BIN – Cosa Sono? Come Funzionano?

In giro sicuramente avrai visto diversi articoli,guide,tutorial su come creare account mediante l’uso dei BIN. Ma presi dall’euforia nel creare account,non ti sei mai chiesto,quasi sicuramente,cosa sono questi BIN. Prima di iniziare però bisogna sapere cos’è il PAN.
Il PAN (Primary Account Number) è il numero composto da 16 cifre divise in gruppi da 4 stampato sul fronte della nostra carta. Fatta questa premessa possiamo capire finalmente cos’è il BIN.

Cosa sono i BIN?

BIN

Il BIN (Bank Identification Number) è il numero che corrisponde alla prime 6 cifre del PAN. Il numero di identificazione della banca è un sistema di numerazione sviluppato dall’American National Standards Institute e dall’International Organization for Standardization (ISO) per identificare le istituzioni che emettono carte bancarie. Ogni carta di credito o di debito contiene un BIN, di solito i primi quattro-sei numeri su una carta emessa da una banca. Questi numeri identificano facilmente il tipo di carta utilizzata, la posizione geografica dell’emittente della carta e quale banca o società ha emesso la carta.

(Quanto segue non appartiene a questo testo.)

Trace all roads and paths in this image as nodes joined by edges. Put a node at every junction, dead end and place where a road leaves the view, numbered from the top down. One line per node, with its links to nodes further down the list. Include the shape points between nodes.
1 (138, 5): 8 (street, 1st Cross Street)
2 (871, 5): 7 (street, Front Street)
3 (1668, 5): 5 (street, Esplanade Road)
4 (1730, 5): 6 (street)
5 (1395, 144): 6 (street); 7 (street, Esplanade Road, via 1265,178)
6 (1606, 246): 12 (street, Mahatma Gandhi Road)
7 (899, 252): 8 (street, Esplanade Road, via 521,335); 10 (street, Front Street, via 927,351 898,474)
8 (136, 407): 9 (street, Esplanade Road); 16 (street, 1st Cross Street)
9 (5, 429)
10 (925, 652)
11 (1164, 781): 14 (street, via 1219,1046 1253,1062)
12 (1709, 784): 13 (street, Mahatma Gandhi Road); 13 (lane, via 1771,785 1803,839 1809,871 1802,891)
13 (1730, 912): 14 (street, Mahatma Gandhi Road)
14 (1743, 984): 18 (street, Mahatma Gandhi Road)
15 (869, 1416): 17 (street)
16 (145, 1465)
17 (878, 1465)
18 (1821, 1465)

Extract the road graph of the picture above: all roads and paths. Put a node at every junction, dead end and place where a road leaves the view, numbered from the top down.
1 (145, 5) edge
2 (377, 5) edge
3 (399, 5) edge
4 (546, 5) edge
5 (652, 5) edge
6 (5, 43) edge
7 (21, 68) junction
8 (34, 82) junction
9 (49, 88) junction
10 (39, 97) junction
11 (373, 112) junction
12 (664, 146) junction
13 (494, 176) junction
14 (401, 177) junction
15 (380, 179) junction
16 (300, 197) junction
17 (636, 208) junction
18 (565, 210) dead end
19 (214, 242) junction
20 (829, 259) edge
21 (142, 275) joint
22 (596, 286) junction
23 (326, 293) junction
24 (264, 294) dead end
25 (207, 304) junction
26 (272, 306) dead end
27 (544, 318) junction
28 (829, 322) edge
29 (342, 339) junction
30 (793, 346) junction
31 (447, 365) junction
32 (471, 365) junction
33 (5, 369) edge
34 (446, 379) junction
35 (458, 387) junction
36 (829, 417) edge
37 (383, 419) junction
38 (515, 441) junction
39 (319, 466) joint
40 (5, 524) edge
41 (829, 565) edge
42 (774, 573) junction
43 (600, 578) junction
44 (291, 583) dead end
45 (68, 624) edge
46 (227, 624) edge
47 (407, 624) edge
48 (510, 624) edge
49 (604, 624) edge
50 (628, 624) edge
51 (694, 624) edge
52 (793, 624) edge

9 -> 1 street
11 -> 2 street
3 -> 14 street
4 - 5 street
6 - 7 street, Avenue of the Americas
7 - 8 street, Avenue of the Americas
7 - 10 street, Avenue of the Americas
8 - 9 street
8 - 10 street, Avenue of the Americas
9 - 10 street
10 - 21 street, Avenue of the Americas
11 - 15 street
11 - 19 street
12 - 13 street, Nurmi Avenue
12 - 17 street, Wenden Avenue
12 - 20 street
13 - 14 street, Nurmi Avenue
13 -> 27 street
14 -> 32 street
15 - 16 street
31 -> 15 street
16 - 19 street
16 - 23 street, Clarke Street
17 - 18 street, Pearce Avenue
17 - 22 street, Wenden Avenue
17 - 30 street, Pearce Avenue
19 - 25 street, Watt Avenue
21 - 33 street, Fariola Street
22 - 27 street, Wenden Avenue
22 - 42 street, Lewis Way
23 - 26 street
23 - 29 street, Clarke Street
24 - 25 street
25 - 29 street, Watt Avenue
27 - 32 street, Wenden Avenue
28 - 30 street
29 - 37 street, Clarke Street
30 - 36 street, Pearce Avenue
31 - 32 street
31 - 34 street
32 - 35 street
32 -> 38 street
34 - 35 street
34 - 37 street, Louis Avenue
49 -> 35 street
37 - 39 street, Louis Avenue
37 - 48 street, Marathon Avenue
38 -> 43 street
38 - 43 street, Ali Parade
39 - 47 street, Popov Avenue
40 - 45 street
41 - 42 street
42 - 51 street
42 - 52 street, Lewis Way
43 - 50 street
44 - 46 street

Essi vengono anche indicati come IIN (numero di identificazione dell’emittente), poiché non tutte le carte sono emesse da banche.Istituzioni come le carte di emissione American Express che incorporano i dati BIN e molte carte regalo prepagate e virtuali come PayPal , Walmart e netSpend.

Come funzionano i BIN?

Ogni acquisto online che richiede un pagamento è completato da una procedura in due fasi: autorizzazione e autorizzazione. Un BIN funziona per completare il primo passo nella procedura di pagamento: autorizzazione. Il BIN identifica quale emittente, in genere una banca o una società di carte di credito, deve ricevere la richiesta di autorizzazione per determinare se l’account o la carta è valida e se l’importo dell’acquisto rientra nei limiti disponibili sulla carta.

Il processo di autorizzazione avviene molto rapidamente dietro le quinte mentre i numeri vengono controllati da un fornitore di servizi di terze parti.Per molti rivenditori di e-commerce, il loro processore di pagamento gestisce i controlli BIN contro gli elenchi BIN che gestiscono o sottoscrivono.

Il BIN identifica quale emittente riceve la richiesta di autorizzazione per la transazione per verificare se la carta o l’account è valido e se l’importo dell’acquisto è disponibile sulla carta. Questo processo comporta che la carica sia approvata o negata.

Esempio

Un cliente si trova in una pompa di benzina e fa scorrere la sua carta di credito. Una volta scaricata la carta, il sistema esegue la scansione del BIN per rilevare l’istituto emittente specifico che ritira i fondi. Una richiesta di autorizzazione viene inserita nell’account del cliente. La richiesta è autorizzata in pochi secondi e la transazione è approvata. Il sistema di elaborazione delle carte di credito non sarebbe in grado di determinare l’origine dei fondi del cliente e non sarebbe in grado di completare la transazione senza un BIN.

Attenzione

Nessuno di questi elementi dovrà essere comunicato via email  sms o telefono.